Neo-Demokrasi
Opini Umum

Ecopreneurship Berbasis Kaum Ibu Anggota PKK

Wininatin Khamimah. Dosen Tetap STIESIA Surabaya dan Pemerhati Masalah Sampah Plastik (wininatinkhamimah@stiesia .ac.id)

Ecopreneurship

Green entrepreneurship, ecopreneurship, environmental entrepreneurship, enviropreneurship dan  sustainable entrepreneurship telah menjadi istilah popular dalam literatur kewirausahaan selama 20 tahun terakhir. Karena perkembangan literatur yang cepat,  istilah-istilah ini lalu muncul secara terpisah tetapi masih dalam bidang yang sama.  Terminologi ini mulai muncul pada awal 1970 melalui deklarasi  United Nations Environment Programme (UNEP) di Stockhlom.  Badan PBB yang menangani lingungan ini menyerukan penyelamatkan lingkungan dengan memperhatikan pentingnya kegiatan manusia untuk melindungi dan menjaga kondisi bumi agar tetap layak huni

(Potlur dan  Phani, 2019).

Ecological (ilmu yang mempelajari timbal balik antara makhluk hidup dengan lingkungannya) dan entrepreneurship (kewirausahaan) merupakan asal kata ecopreneurship.  Ecopreneurship merupakan konsep kewirausahaan yang tidak berorientasi pada profit semata, tetapi juga peduli terhadap aspek lingkungan.   Ecopreneurship mewakili proses prinsip-prinsip kewirausahaan yang diterapkan agar tercipta bisnis yang mampu mengatasi masalah lingkungan atau beroperasi secara berkesinambungan. Istilah ecopreneurship secara luas mulai digunakan pada 1990-an  dan selanjutnya disebut kewirausahaan lingkungan. Gwyn Schuyler (1998) mendefinisikan ecopreneur adalah pengusaha yang dalam menjalankan bisnisnya tidak hanya didorong faktor keuntungan, tetapi juga  kepedulian terhadap lingkungan.

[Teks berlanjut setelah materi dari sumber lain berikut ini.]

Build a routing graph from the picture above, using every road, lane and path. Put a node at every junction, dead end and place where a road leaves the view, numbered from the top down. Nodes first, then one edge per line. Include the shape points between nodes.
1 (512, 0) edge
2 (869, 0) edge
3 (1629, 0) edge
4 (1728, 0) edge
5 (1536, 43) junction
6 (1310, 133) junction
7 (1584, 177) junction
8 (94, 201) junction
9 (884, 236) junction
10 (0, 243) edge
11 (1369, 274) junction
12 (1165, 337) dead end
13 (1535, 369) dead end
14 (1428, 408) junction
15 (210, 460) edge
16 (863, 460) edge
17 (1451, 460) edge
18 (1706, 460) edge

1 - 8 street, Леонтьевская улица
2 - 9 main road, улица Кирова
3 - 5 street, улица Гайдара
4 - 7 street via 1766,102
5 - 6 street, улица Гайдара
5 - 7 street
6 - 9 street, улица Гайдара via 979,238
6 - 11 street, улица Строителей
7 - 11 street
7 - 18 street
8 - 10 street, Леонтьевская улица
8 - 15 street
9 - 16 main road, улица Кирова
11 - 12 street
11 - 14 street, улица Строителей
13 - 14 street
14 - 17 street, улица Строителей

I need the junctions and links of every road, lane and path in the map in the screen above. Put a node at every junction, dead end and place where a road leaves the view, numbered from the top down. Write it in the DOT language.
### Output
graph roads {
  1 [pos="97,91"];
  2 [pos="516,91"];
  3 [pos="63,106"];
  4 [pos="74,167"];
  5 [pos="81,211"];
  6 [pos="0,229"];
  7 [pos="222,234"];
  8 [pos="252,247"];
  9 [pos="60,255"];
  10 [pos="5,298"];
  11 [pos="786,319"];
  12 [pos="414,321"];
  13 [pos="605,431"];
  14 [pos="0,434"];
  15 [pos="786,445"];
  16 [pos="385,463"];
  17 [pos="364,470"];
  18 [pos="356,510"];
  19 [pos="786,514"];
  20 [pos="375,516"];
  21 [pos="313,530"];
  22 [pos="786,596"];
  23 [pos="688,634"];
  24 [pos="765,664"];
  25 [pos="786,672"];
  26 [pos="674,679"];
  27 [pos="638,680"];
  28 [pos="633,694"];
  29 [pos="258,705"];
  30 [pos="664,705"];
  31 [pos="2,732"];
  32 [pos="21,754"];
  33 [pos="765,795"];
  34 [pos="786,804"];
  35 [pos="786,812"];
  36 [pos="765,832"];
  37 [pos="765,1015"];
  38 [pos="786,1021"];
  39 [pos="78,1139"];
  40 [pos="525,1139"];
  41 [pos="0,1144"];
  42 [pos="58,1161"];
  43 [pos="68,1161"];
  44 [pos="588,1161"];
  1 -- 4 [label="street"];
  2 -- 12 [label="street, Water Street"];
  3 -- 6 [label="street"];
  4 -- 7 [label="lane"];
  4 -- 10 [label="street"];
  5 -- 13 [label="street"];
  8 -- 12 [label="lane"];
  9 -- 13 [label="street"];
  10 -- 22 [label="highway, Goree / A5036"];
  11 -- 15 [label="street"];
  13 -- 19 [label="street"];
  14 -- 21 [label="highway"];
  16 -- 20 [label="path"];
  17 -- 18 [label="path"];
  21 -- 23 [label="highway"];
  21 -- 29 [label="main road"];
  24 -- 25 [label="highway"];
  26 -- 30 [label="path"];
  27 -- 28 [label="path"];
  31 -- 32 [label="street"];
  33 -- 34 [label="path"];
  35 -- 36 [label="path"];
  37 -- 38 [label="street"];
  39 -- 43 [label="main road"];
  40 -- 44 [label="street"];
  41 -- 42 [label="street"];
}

Salah satu masalah lingkungan yang dihadapi masyarakat saat ini adalah sampah plastik, khususnya yang ada di daerah perkotaan.    Saat  ini sampah plastik sudah menjadi permasalahan global dan masing-masing negara membuat kebijakan untuk mengatasinya.  Indonesia menjadi negara kedua penyumbang sampah plastik terbesar di dunia setelah China.  Dari 67 juta ton sampah yang dihasilkan penduduk Indonesia per tahun, 5,4 juta ton diantaranya adalah sampah plastik. (https://www.jawapos.com, 21 Pebruari 2018).  Pada 2010 sebuah penelitian menemukan fakta bahwa ada 275 juta ton sampah plastik yang dihasilkan di seluruh dunia. Sekitar 4,8-12,7 juta ton terbuang dan mencemari laut. Indonesia memiliki penduduk di pesisir sebesar 187,2 juta yang menghasilkan 3,22 juta ton sampah plastik setiap tahunnya yang tidak dikelola secara benar. Sekitar 0,48-1,29 juta ton dari sampah plastik ini diduga menyebabkan pencemaran di laut  (Ardhani, et al, 2020).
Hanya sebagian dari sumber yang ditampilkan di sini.